> **DATA RECORDS**:

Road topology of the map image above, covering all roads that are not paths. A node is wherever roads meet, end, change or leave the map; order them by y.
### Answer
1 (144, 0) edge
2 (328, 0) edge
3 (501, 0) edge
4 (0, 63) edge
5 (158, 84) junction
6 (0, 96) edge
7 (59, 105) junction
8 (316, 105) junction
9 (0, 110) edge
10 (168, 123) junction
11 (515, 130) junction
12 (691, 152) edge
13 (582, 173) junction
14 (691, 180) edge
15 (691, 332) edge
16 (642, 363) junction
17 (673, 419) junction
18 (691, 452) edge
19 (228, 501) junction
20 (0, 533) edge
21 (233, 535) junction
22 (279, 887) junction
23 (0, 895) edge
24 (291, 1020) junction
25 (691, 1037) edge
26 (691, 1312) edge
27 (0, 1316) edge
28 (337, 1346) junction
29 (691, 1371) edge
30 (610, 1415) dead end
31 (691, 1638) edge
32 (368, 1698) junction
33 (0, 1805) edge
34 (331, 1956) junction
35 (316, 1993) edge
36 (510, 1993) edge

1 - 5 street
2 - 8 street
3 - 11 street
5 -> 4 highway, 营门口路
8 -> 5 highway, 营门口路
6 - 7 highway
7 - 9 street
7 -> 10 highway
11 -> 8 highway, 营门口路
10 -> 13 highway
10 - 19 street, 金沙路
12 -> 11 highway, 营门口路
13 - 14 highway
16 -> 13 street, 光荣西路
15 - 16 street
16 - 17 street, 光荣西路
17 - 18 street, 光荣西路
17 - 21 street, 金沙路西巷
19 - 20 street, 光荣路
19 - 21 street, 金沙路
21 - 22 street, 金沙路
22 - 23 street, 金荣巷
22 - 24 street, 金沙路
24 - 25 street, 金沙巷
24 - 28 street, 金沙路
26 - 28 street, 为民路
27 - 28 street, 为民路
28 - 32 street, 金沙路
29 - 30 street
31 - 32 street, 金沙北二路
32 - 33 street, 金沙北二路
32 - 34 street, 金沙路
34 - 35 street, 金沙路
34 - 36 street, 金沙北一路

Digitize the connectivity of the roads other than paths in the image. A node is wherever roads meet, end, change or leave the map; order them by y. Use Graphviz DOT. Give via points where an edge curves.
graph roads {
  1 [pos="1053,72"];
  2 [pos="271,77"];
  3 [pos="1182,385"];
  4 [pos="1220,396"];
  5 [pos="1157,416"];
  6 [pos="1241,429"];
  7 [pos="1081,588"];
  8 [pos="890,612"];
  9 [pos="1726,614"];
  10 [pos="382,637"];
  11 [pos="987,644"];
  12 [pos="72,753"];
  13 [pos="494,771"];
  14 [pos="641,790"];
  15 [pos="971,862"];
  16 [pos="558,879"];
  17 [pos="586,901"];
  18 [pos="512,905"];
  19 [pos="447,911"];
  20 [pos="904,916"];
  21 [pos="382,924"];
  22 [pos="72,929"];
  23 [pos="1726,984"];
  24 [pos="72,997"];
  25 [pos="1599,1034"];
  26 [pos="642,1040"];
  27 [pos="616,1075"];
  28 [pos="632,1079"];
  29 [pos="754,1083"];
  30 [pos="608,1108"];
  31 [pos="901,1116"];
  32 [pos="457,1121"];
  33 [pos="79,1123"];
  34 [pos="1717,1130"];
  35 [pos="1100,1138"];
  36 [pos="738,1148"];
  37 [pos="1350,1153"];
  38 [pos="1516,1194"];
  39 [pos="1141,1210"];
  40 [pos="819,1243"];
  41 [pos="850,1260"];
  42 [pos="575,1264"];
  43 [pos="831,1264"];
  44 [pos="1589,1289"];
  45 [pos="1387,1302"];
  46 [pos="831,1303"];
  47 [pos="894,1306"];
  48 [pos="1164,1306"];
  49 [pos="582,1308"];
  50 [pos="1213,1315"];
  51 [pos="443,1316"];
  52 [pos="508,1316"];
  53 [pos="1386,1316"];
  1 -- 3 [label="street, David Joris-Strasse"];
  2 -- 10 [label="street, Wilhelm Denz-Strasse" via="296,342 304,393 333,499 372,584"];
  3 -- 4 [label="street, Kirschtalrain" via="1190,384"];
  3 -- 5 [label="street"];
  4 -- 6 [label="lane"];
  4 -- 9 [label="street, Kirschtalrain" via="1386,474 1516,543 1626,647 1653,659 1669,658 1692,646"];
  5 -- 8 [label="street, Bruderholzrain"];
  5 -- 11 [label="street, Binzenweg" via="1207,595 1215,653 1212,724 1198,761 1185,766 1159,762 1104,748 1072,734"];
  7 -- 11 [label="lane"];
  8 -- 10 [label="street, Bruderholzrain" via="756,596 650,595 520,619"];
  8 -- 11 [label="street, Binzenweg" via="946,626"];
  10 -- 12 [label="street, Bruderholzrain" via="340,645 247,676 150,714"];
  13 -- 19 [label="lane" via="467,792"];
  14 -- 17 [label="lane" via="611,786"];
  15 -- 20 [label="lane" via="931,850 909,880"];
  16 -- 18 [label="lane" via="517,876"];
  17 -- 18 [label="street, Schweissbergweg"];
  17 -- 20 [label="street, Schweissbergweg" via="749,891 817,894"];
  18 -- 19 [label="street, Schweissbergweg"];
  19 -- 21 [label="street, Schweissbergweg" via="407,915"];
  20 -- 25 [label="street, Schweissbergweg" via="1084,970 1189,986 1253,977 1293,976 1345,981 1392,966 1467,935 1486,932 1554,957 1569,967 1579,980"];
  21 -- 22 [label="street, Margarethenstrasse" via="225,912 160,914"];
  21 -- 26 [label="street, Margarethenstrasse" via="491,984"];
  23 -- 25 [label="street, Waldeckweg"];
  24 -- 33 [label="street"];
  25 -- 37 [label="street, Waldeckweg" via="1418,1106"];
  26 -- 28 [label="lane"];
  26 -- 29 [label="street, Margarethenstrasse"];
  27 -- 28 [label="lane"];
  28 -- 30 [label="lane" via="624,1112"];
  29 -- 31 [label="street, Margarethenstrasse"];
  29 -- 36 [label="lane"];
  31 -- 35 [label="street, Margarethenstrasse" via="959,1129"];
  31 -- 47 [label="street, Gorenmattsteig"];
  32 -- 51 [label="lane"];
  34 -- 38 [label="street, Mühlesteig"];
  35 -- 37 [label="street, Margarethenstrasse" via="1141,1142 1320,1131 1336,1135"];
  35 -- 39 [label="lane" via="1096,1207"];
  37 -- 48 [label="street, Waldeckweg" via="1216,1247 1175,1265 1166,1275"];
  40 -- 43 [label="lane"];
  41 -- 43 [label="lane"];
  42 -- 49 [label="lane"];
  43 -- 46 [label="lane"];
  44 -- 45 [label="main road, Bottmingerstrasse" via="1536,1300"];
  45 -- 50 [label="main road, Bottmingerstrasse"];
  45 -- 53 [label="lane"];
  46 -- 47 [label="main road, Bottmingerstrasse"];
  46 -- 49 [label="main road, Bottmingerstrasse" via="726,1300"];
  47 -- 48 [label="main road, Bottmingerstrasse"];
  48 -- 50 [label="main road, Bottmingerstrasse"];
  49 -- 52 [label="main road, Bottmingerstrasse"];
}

> **PROBLEM DESCRIPTION**: Retype the entries exactly, including every line.

> **RESPONSE AREA**:
Road topology of the map image above, covering all roads that are not paths. A node is wherever roads meet, end, change or leave the map; order them by y.
### Answer
1 (144, 0) edge
2 (328, 0) edge
3 (501, 0) edge
4 (0, 63) edge
5 (158, 84) junction
6 (0, 96) edge
7 (59, 105) junction
8 (316, 105) junction
9 (0, 110) edge
10 (168, 123) junction
11 (515, 130) junction
12 (691, 152) edge
13 (582, 173) junction
14 (691, 180) edge
15 (691, 332) edge
16 (642, 363) junction
17 (673, 419) junction
18 (691, 452) edge
19 (228, 501) junction
20 (0, 533) edge
21 (233, 535) junction
22 (279, 887) junction
23 (0, 895) edge
24 (291, 1020) junction
25 (691, 1037) edge
26 (691, 1312) edge
27 (0, 1316) edge
28 (337, 1346) junction
29 (691, 1371) edge
30 (610, 1415) dead end
31 (691, 1638) edge
32 (368, 1698) junction
33 (0, 1805) edge
34 (331, 1956) junction
35 (316, 1993) edge
36 (510, 1993) edge

1 - 5 street
2 - 8 street
3 - 11 street
5 -> 4 highway, 营门口路
8 -> 5 highway, 营门口路
6 - 7 highway
7 - 9 street
7 -> 10 highway
11 -> 8 highway, 营门口路
10 -> 13 highway
10 - 19 street, 金沙路
12 -> 11 highway, 营门口路
13 - 14 highway
16 -> 13 street, 光荣西路
15 - 16 street
16 - 17 street, 光荣西路
17 - 18 street, 光荣西路
17 - 21 street, 金沙路西巷
19 - 20 street, 光荣路
19 - 21 street, 金沙路
21 - 22 street, 金沙路
22 - 23 street, 金荣巷
22 - 24 street, 金沙路
24 - 25 street, 金沙巷
24 - 28 street, 金沙路
26 - 28 street, 为民路
27 - 28 street, 为民路
28 - 32 street, 金沙路
29 - 30 street
31 - 32 street, 金沙北二路
32 - 33 street, 金沙北二路
32 - 34 street, 金沙路
34 - 35 street, 金沙路
34 - 36 street, 金沙北一路

Digitize the connectivity of the roads other than paths in the image. A node is wherever roads meet, end, change or leave the map; order them by y. Use Graphviz DOT. Give via points where an edge curves.
graph roads {
  1 [pos="1053,72"];
  2 [pos="271,77"];
  3 [pos="1182,385"];
  4 [pos="1220,396"];
  5 [pos="1157,416"];
  6 [pos="1241,429"];
  7 [pos="1081,588"];
  8 [pos="890,612"];
  9 [pos="1726,614"];
  10 [pos="382,637"];
  11 [pos="987,644"];
  12 [pos="72,753"];
  13 [pos="494,771"];
  14 [pos="641,790"];
  15 [pos="971,862"];
  16 [pos="558,879"];
  17 [pos="586,901"];
  18 [pos="512,905"];
  19 [pos="447,911"];
  20 [pos="904,916"];
  21 [pos="382,924"];
  22 [pos="72,929"];
  23 [pos="1726,984"];
  24 [pos="72,997"];
  25 [pos="1599,1034"];
  26 [pos="642,1040"];
  27 [pos="616,1075"];
  28 [pos="632,1079"];
  29 [pos="754,1083"];
  30 [pos="608,1108"];
  31 [pos="901,1116"];
  32 [pos="457,1121"];
  33 [pos="79,1123"];
  34 [pos="1717,1130"];
  35 [pos="1100,1138"];
  36 [pos="738,1148"];
  37 [pos="1350,1153"];
  38 [pos="1516,1194"];
  39 [pos="1141,1210"];
  40 [pos="819,1243"];
  41 [pos="850,1260"];
  42 [pos="575,1264"];
  43 [pos="831,1264"];
  44 [pos="1589,1289"];
  45 [pos="1387,1302"];
  46 [pos="831,1303"];
  47 [pos="894,1306"];
  48 [pos="1164,1306"];
  49 [pos="582,1308"];
  50 [pos="1213,1315"];
  51 [pos="443,1316"];
  52 [pos="508,1316"];
  53 [pos="1386,1316"];
  1 -- 3 [label="street, David Joris-Strasse"];
  2 -- 10 [label="street, Wilhelm Denz-Strasse" via="296,342 304,393 333,499 372,584"];
  3 -- 4 [label="street, Kirschtalrain" via="1190,384"];
  3 -- 5 [label="street"];
  4 -- 6 [label="lane"];
  4 -- 9 [label="street, Kirschtalrain" via="1386,474 1516,543 1626,647 1653,659 1669,658 1692,646"];
  5 -- 8 [label="street, Bruderholzrain"];
  5 -- 11 [label="street, Binzenweg" via="1207,595 1215,653 1212,724 1198,761 1185,766 1159,762 1104,748 1072,734"];
  7 -- 11 [label="lane"];
  8 -- 10 [label="street, Bruderholzrain" via="756,596 650,595 520,619"];
  8 -- 11 [label="street, Binzenweg" via="946,626"];
  10 -- 12 [label="street, Bruderholzrain" via="340,645 247,676 150,714"];
  13 -- 19 [label="lane" via="467,792"];
  14 -- 17 [label="lane" via="611,786"];
  15 -- 20 [label="lane" via="931,850 909,880"];
  16 -- 18 [label="lane" via="517,876"];
  17 -- 18 [label="street, Schweissbergweg"];
  17 -- 20 [label="street, Schweissbergweg" via="749,891 817,894"];
  18 -- 19 [label="street, Schweissbergweg"];
  19 -- 21 [label="street, Schweissbergweg" via="407,915"];
  20 -- 25 [label="street, Schweissbergweg" via="1084,970 1189,986 1253,977 1293,976 1345,981 1392,966 1467,935 1486,932 1554,957 1569,967 1579,980"];
  21 -- 22 [label="street, Margarethenstrasse" via="225,912 160,914"];
  21 -- 26 [label="street, Margarethenstrasse" via="491,984"];
  23 -- 25 [label="street, Waldeckweg"];
  24 -- 33 [label="street"];
  25 -- 37 [label="street, Waldeckweg" via="1418,1106"];
  26 -- 28 [label="lane"];
  26 -- 29 [label="street, Margarethenstrasse"];
  27 -- 28 [label="lane"];
  28 -- 30 [label="lane" via="624,1112"];
  29 -- 31 [label="street, Margarethenstrasse"];
  29 -- 36 [label="lane"];
  31 -- 35 [label="street, Margarethenstrasse" via="959,1129"];
  31 -- 47 [label="street, Gorenmattsteig"];
  32 -- 51 [label="lane"];
  34 -- 38 [label="street, Mühlesteig"];
  35 -- 37 [label="street, Margarethenstrasse" via="1141,1142 1320,1131 1336,1135"];
  35 -- 39 [label="lane" via="1096,1207"];
  37 -- 48 [label="street, Waldeckweg" via="1216,1247 1175,1265 1166,1275"];
  40 -- 43 [label="lane"];
  41 -- 43 [label="lane"];
  42 -- 49 [label="lane"];
  43 -- 46 [label="lane"];
  44 -- 45 [label="main road, Bottmingerstrasse" via="1536,1300"];
  45 -- 50 [label="main road, Bottmingerstrasse"];
  45 -- 53 [label="lane"];
  46 -- 47 [label="main road, Bottmingerstrasse"];
  46 -- 49 [label="main road, Bottmingerstrasse" via="726,1300"];
  47 -- 48 [label="main road, Bottmingerstrasse"];
  48 -- 50 [label="main road, Bottmingerstrasse"];
  49 -- 52 [label="main road, Bottmingerstrasse"];
}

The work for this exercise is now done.